I have always had a separate web site for wp-SwimTeam but over time that came to make less and less sense. In fact, I had some people contact me on this site and some on the other site so I had questions and solutions on both sites.  I decided that I would migrate everything here So I exported all of the content and then imported it.  There were a few hiccups, mostly around downloads but I think everything else came over ok.

The old URL redirects to the wp-SwimTeam page on  this site.  From time to time you may see updates for wp-SwimTeam or phpHtmlLib in addition to the normal flow of information on Email Users and WordPress Google Form.

WordPress Google Form v0.59-beta-1 available

I have posted WordPress Google Form v0.59-beta-1 in response to a request to have the ability to preset form values by passing a parameter as part of the WordPress URL.   This is an interesting request so I did some work on it this morning and it turned out it wasn’t to difficult to implement.

Much like custom field validation and presets, this new functionality builds upon the name of the field that you want to preset.  Google has a way to preset values, the field name is passed as a parameter with a value.  This new functionality does much the same but pulls it back to WordPress for processing.

Using my Validation Demo form as an example, here are two URLs:

  1. Standard URL
  2. Standard URL with preset values

As you can see, the second URL will have the first two fields prefilled with the values which were part of the URL.  The following was appended to the URL.  The specific parameter names (e.g. entry.1666054688) had to discovered by examining the source Google Form.

?entry.1666054688=joe@example.com&entry.327623672=www.yahoo.com

GForm_SS_63

WordPress Google Form v0.58 released

This morning I formally release v0.58 of WordPress Google Form.  Thanks to everyone who did testing of the various beta releases.  The v0.58 release includes a number of improvements to deal with special characters either in responses or in questions.

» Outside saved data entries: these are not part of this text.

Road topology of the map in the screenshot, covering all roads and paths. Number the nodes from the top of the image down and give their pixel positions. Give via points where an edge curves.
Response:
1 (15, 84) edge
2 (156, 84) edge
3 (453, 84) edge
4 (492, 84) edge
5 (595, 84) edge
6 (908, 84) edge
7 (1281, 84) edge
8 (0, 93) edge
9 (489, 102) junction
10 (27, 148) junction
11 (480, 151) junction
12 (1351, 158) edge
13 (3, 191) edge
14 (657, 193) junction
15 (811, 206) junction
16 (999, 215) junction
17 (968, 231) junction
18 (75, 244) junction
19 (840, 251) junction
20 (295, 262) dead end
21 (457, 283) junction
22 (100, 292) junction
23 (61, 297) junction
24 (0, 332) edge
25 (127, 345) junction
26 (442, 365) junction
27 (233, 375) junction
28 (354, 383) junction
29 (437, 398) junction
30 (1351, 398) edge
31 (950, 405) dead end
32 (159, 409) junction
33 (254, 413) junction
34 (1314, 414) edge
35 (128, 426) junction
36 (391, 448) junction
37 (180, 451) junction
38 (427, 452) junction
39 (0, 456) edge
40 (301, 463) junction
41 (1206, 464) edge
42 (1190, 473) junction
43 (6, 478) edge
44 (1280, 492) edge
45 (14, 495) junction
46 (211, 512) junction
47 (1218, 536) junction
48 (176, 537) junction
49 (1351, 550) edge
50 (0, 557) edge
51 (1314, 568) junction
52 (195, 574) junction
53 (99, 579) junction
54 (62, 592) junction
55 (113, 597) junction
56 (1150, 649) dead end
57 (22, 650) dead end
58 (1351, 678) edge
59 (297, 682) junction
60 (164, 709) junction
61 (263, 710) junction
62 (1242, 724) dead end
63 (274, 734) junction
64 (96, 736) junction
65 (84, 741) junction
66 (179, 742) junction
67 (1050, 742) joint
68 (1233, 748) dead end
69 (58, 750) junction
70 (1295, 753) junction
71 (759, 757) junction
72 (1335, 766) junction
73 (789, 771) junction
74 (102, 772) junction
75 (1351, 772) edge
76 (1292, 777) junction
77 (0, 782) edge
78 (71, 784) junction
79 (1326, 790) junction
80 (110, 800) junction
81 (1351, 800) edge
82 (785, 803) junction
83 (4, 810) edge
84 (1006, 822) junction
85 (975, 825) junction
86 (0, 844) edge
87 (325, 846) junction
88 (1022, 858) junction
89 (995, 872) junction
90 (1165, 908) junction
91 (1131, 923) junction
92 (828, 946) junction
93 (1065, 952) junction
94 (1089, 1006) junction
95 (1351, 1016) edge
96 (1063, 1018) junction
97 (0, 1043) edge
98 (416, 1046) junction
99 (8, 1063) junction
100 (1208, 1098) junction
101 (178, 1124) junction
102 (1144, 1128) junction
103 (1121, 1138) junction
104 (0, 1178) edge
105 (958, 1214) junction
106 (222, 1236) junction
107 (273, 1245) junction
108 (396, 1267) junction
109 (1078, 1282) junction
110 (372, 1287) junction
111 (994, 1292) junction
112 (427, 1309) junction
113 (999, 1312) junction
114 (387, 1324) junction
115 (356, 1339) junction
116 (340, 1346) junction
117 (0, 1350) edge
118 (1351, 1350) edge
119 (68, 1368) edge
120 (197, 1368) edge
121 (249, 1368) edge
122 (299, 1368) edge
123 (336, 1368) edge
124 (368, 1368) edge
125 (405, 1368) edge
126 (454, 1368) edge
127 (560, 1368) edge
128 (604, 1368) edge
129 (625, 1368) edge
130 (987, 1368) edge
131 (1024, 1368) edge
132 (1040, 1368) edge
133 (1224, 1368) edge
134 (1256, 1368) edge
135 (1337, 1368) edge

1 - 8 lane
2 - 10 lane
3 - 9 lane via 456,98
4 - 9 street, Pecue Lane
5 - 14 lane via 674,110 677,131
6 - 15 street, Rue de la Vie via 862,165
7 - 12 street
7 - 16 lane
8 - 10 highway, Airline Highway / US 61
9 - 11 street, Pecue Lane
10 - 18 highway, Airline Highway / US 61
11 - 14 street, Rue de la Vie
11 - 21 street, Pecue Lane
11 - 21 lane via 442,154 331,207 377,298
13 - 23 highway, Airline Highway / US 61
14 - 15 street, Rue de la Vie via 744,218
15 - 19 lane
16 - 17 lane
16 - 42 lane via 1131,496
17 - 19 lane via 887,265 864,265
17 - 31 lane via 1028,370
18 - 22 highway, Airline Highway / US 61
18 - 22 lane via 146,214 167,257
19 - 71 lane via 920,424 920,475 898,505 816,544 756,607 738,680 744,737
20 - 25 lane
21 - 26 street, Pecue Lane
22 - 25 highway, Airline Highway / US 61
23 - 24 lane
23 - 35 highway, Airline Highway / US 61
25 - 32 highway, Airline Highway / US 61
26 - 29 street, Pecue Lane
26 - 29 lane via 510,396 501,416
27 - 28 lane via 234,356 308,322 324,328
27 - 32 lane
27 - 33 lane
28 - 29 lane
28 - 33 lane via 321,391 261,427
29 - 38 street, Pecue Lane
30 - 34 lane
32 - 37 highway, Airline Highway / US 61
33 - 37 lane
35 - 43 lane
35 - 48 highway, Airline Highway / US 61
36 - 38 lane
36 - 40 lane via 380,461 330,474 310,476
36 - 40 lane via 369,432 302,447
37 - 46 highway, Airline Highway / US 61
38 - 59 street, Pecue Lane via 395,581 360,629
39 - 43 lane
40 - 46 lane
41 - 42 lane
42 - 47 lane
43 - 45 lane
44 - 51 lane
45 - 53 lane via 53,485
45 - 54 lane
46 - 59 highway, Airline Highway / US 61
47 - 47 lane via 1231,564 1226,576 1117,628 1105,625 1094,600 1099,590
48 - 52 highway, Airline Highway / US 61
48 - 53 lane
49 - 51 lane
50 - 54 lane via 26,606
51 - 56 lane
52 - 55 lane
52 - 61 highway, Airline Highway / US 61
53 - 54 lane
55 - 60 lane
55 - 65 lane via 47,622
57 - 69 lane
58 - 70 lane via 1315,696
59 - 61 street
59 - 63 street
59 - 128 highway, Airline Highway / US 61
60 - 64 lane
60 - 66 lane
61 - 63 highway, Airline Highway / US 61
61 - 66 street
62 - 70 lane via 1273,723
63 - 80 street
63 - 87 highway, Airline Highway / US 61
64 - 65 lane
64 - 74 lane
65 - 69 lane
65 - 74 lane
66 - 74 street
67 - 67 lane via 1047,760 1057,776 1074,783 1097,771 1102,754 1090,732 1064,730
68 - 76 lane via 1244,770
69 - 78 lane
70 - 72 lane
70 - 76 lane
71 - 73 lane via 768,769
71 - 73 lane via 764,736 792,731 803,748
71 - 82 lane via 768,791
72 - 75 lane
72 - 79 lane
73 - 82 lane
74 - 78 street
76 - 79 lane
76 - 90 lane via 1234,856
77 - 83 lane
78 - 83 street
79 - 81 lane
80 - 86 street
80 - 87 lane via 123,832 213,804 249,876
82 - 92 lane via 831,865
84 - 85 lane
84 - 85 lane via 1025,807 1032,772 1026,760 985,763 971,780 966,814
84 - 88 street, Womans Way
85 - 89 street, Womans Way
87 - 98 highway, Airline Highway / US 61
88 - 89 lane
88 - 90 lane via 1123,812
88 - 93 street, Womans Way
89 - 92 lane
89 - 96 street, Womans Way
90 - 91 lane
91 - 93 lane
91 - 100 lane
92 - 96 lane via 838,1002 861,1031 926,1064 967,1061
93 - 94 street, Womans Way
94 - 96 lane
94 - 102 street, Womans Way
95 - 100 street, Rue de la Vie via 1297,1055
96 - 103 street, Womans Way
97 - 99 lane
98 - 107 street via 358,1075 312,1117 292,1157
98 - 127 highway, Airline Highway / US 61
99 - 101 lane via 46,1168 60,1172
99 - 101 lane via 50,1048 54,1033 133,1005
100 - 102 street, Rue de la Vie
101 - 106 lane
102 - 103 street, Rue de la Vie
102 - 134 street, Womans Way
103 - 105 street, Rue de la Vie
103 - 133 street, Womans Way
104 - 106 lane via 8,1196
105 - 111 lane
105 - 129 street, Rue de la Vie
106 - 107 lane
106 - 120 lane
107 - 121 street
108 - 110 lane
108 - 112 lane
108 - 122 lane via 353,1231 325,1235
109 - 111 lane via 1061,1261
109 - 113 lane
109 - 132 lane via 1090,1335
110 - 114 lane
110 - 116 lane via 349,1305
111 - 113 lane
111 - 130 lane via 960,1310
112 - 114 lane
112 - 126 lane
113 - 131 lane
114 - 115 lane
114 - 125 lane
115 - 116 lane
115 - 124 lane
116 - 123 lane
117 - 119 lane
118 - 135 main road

  1. Fixed bug when radio button and checkbox responses contained apostrophe characters.
  2. Fixed bug when text entry box content contained an ampersand which ended up encoded in the Google sheet.
  3. Fixed bug(s) with plugin settings which are controlled with checkboxes not being able to be unchecked.
  4. Added Reset button to return plugin settings to their default state.
  5. Fixed problem handling newlines (carriage returns) in textarea entries.

You can find the update on your WordPress Dashboard or in the WordPress Plugin Repository.  The released version is functionally the same as beta-3, only the version number is different.

WordPress Google Form v0.58-beta-3 now available

This morning I released beta-3 of WordPress Google Form v0.58.  This update addresses one problem, properly handling newline characters in TEXTAREA entry boxes.  This issue was reported on the WordPress Support Forum.

If there are no more reported issues, I will likely release v0.58 in the next day or so.

Google Forms Beta (776 downloads)

WordPress Google Form v0.58-beta-2 available

I have just released beta-2 of WordPress Google Form v0,58.  This update addresses a couple of significant issues, notably the inability to disable some of the default options.

The problem with the default settings  based on checkboxes is described pretty well in this article by Devin Price.  I was dealing with the essentially the same problem Devin describes although my solution is slightly different, his solution was helpful in fixing this problem.

While fixing this problem I also added a new Reset button which appears on the Advanced tab.  This Reset button will reset the plugin to use the default settings.

This beta release also includes a fix to address the problem when an ampersand appears in a text box on a multi-page form.  This problem was reported on WordPress Support Forum.

Google Forms Beta (776 downloads)

Google Forms v0.58-beta-1 available

This afternoon I posted a beta release of v0.58 to address a problem reported in the WordPress Support Forum.  The problem arises when the answer for a checkbox or radio button contains the apostrophe character.  This releases fixes the problem but needs testing.  I did some testing using the form which was having UTF-8 issues and all seems ok.